Daniel Defoe: Moll Flanders

2. MOLL FLANDERS (continued)

I made no doubt then but that I should soon hear of him, and began to comfort myself with my circumstances being, as I thought, recovered. I waited a week, and two weeks, and with much surprise and amazement I waited near two months and heard nothing, but that, being recovered, he was gone into the country for the air, and for the better recovery after his distemper. After this it was yet two months more, and then I understood he was come to his city house again, but still I heard nothing from him.

I had written several letters for him, and directed them as usual, and found two or three of them had been called for, but not the rest. I wrote again in a more pressing manner than ever, and in one of them let him know, that I must be forced to wait on him myself, representing my circumstances, the rent of lodgings to pay, and the provision for the child wanting, and my own deplorable condition, destitute of subsistence for his most solemn engagement to take care of and provide for me. I took a copy of this letter, and finding it lay at the house near a month and was not called for, I found means to have the copy of it put into his own hands at a coffee-house, where I had by inquiry found he used to go.

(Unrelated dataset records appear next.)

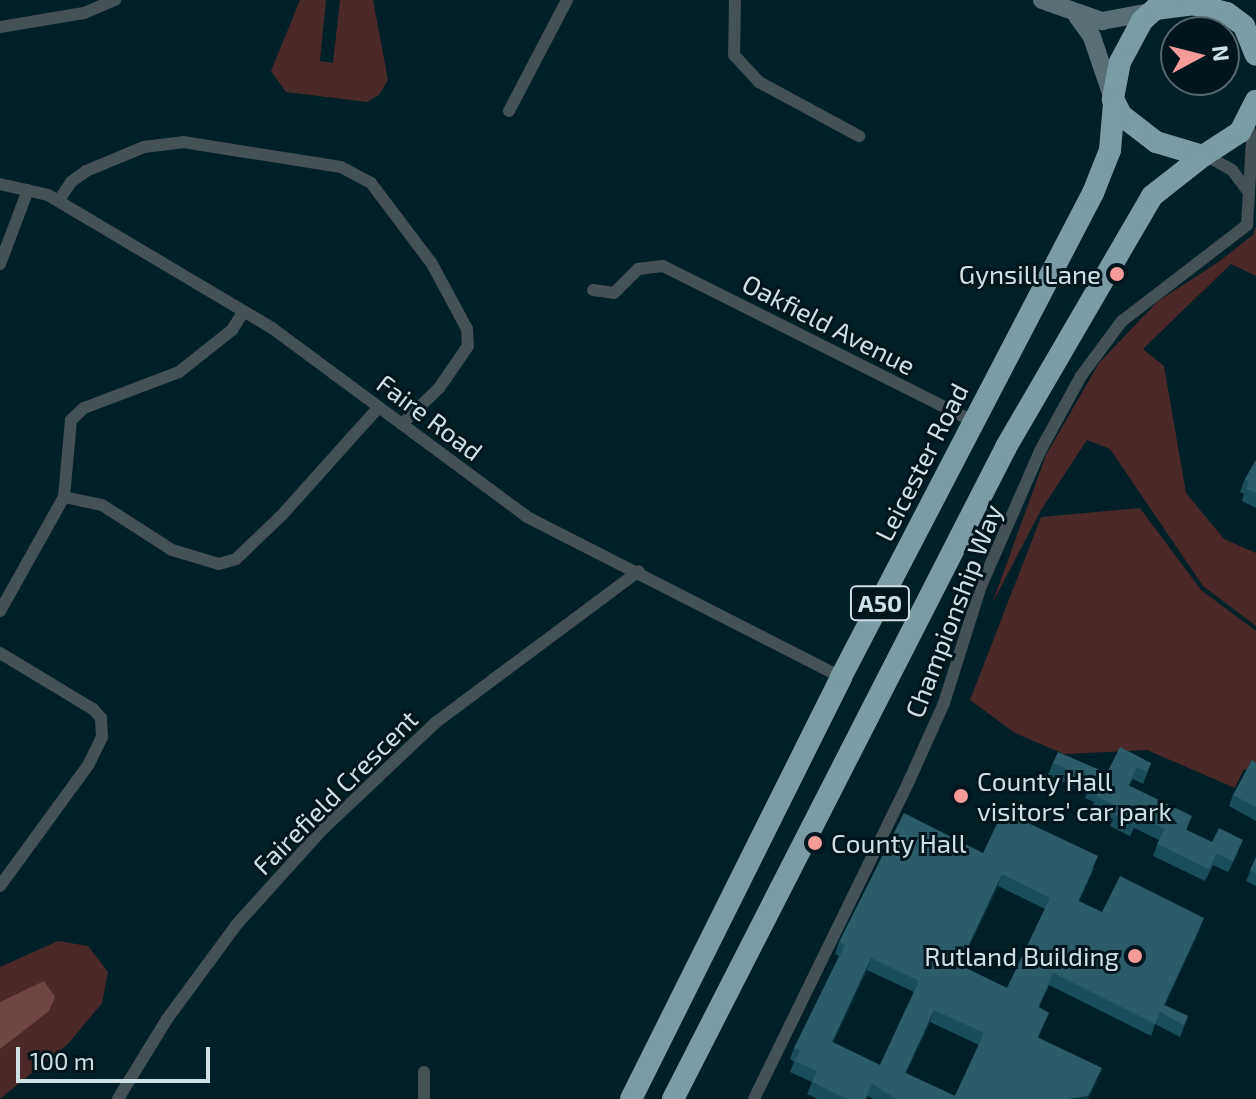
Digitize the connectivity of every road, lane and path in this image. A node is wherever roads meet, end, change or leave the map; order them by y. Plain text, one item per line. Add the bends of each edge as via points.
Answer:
1 (115, 0) edge
2 (567, 0) edge
3 (735, 0) edge
4 (1042, 0) edge
5 (1234, 0) edge
6 (1157, 7) edge
7 (1077, 16) junction
8 (0, 27) edge
9 (1247, 28) edge
10 (1256, 55) edge
11 (1114, 101) junction
12 (509, 111) dead end
13 (1252, 116) edge
14 (859, 136) dead end
15 (1204, 155) junction
16 (0, 184) edge
17 (28, 190) junction
18 (1247, 190) junction
19 (59, 200) junction
20 (0, 264) edge
21 (593, 290) dead end
22 (244, 311) junction
23 (379, 407) junction
24 (974, 422) junction
25 (402, 424) junction
26 (64, 497) junction
27 (639, 571) junction
28 (0, 611) edge
29 (0, 653) edge
30 (841, 677) junction
31 (0, 886) edge
32 (424, 1072) dead end
33 (118, 1099) edge
34 (424, 1099) edge
35 (631, 1099) edge
36 (673, 1099) edge
37 (754, 1099) edge

1 - 8 street via 84,13
2 - 12 street
3 - 14 street via 734,55 759,82
4 - 7 street
5 - 9 highway
6 - 7 street via 1112,21
6 - 9 highway via 1211,6
6 - 11 highway, A50 via 1120,62
7 - 11 street via 1092,37
9 - 10 highway
11 - 15 highway via 1138,131 1170,148
11 - 24 highway, Leicester Road / A50 via 1110,150 1093,193
13 - 15 highway, A50
13 - 18 street, Championship Way
15 - 18 street via 1232,170
15 - 36 highway, A50 via 1152,196 1006,447
16 - 17 street, Faire Road
17 - 19 street, Faire Road
17 - 20 street
18 - 37 street, Championship Way via 1247,225 1122,321 1081,376 1040,451 981,586 944,703
19 - 22 street, Faire Road
19 - 25 street via 86,171 144,147 183,142 341,167 371,183 432,264 467,329 468,346 439,388
21 - 24 street, Oakfield Avenue via 614,293 638,269 663,266
22 - 23 street, Faire Road
22 - 26 street via 232,330 179,372 84,408 71,420
23 - 25 street, Faire Road
23 - 26 street via 282,515 236,559 219,564 172,550 102,505
24 - 30 highway, Leicester Road / A50
25 - 27 street, Faire Road via 527,517
26 - 28 street
27 - 30 street, Faire Road
27 - 33 street, Fairefield Crescent via 435,723 322,830 237,924 167,1019
29 - 31 street via 93,709 101,718 102,737 89,764
30 - 35 highway, Leicester Road / A50
32 - 34 street

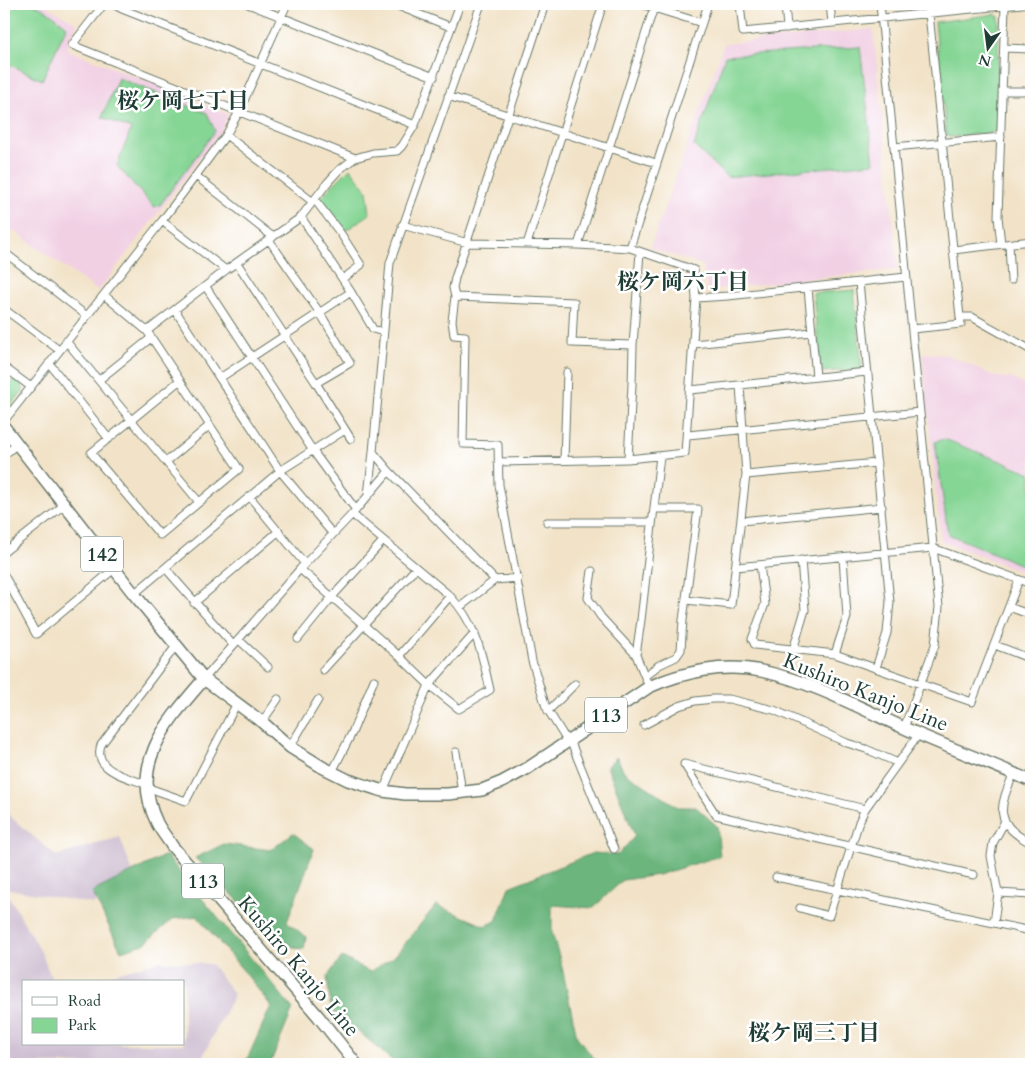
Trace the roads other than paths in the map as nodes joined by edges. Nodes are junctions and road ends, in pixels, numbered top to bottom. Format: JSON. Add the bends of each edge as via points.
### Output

This letter forced an answer from him, by which, though I found I was to be abandoned, yet I found he had sent a letter to me some time before, desiring me to go down to the Bath again. Its contents I shall come to presently.

It is true that sick-beds are the time when such correspondences as this are looked on with different countenances, and seen with other eyes than we saw them with, or than they appeared with before. My lover had been at the gates of death, and at the very brink of eternity; and, it seems, had been struck with a due remorse, and with sad reflections upon his past life of gallantry and levity; and among the rest, criminal correspondence with me, which was neither more nor less than a long-continued life of adultery, and represented itself as it really was, not as it had been formerly thought by him to be, and he looked upon it now with a just and religious abhorrence.